Klopp, then, will have to juggle like never before. He must rest and rotate, chop and change. He must trust and cajole, give chances to younger players and fringe players. He will probably have to get creative, at centre-back certainly, but in midfield and at full-back too.

There may be system tweaks – we saw one at Manchester City last weekend – and surprise selections. Liverpool cannot afford to cross their fingers and hope for the best. Not this season.

And when January comes, surely the champions must be active in the transfer market. A new centre-back is needed, whether Gomez is fit or not. 

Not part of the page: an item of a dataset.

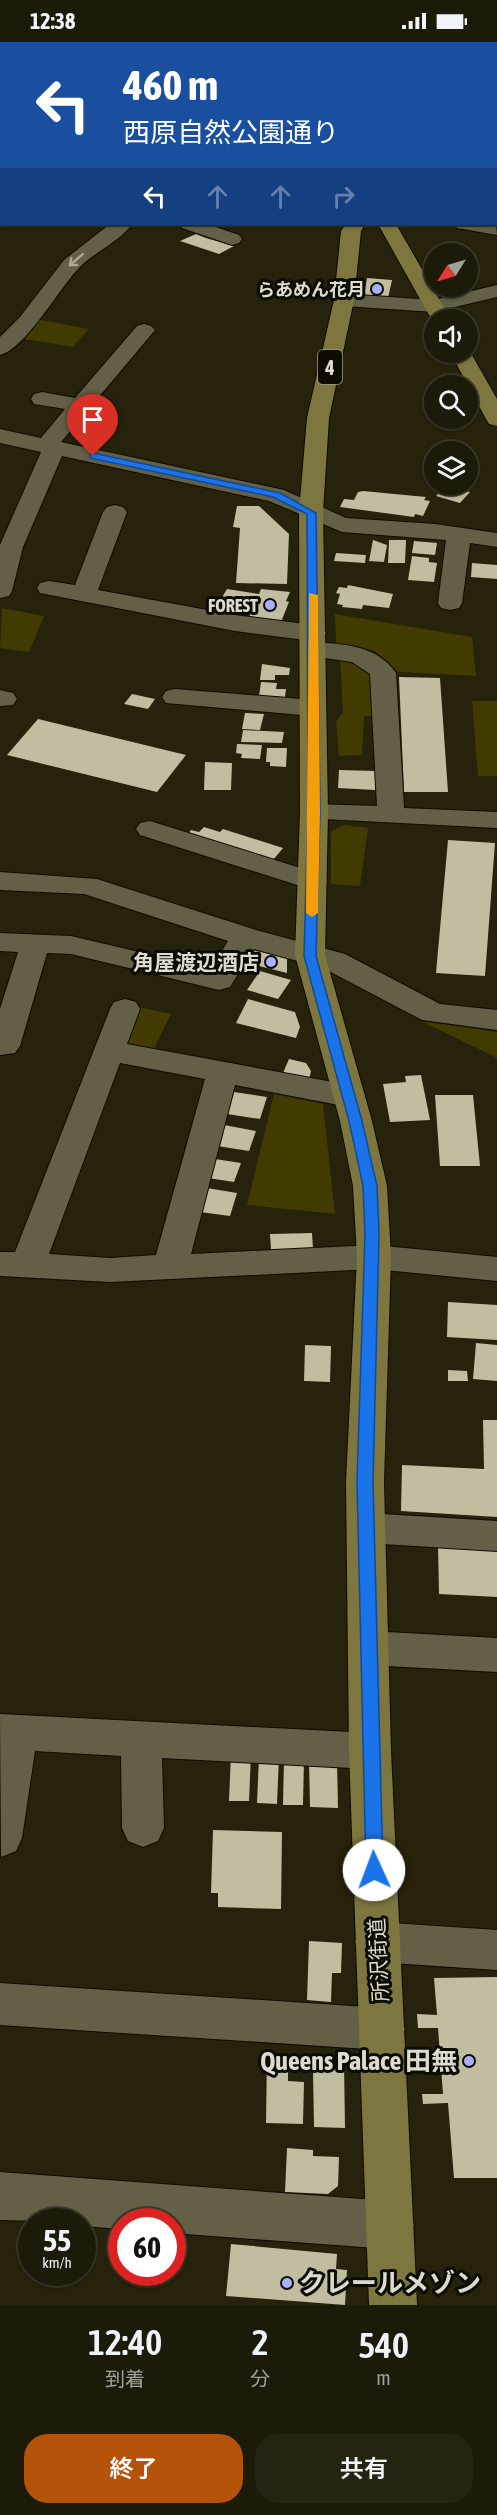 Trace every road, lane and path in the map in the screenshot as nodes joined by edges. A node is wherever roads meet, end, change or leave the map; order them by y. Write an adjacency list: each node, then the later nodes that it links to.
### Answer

Liverpool, make no mistake, took a risk heading into this campaign. They gambled that they could get by with only three specialist, senior centre-backs.

They allowed Dejan Lovren to leave for Zenit St. Petersburg and never replaced him. Fabinho, they reckoned, could cover in the event of a crisis. Failing that, they would turn to a youngster.

And yes, they like what they see from Williams and Billy Koumetio, but asking a 19 or a 17-year-old to do a man’s job at centre-back, at the top level, is unfair and unrealistic.

Koumetio is yet to settle at Under-23 level, let alone senior. Williams has done well when called upon, but he was playing in the sixth tier of English football as recently as March. The jump is huge. 

Phillips is a solid character and performed admirably against West Ham recently, but Liverpool were ready to sell him a month ago, and his suitors were clubs in the Championship.

Sepp van den Berg, signed with top-flight experience in the Netherlands a year ago, looks some way off a first-team place at the moment, and the Reds sold their other promising Dutch youth defender, Ki-Jana Hoever, to Wolves in September.

We have seen how hard it is to find real, top-class centre-backs. It is not a position where obvious solutions jump out – just ask Manchester United.

But a solution is what Liverpool must find, one way or the other. Van Dijk is out for the long term, and even then could take time to return to top form. Gomez is out, Fabinho too, and Matip’s track record suggests he will miss games sooner rather than later as well. 

Klopp has always insisted that the club will not buy players just because people want them to, or because fans and pundits think they should. “That would make no sense,” he said in the summer, pointing out that the club have been pretty successful doing things their way in recent years.

He is right, of course, but sometimes events force you to re-evaluate. Sometimes plans must be reconstructed or brought forward. That’s football. 

Liverpool probably needed a new centre-back next summer in any case. Now, they must get him in January if they can.

It could well be the difference between success and failure this season.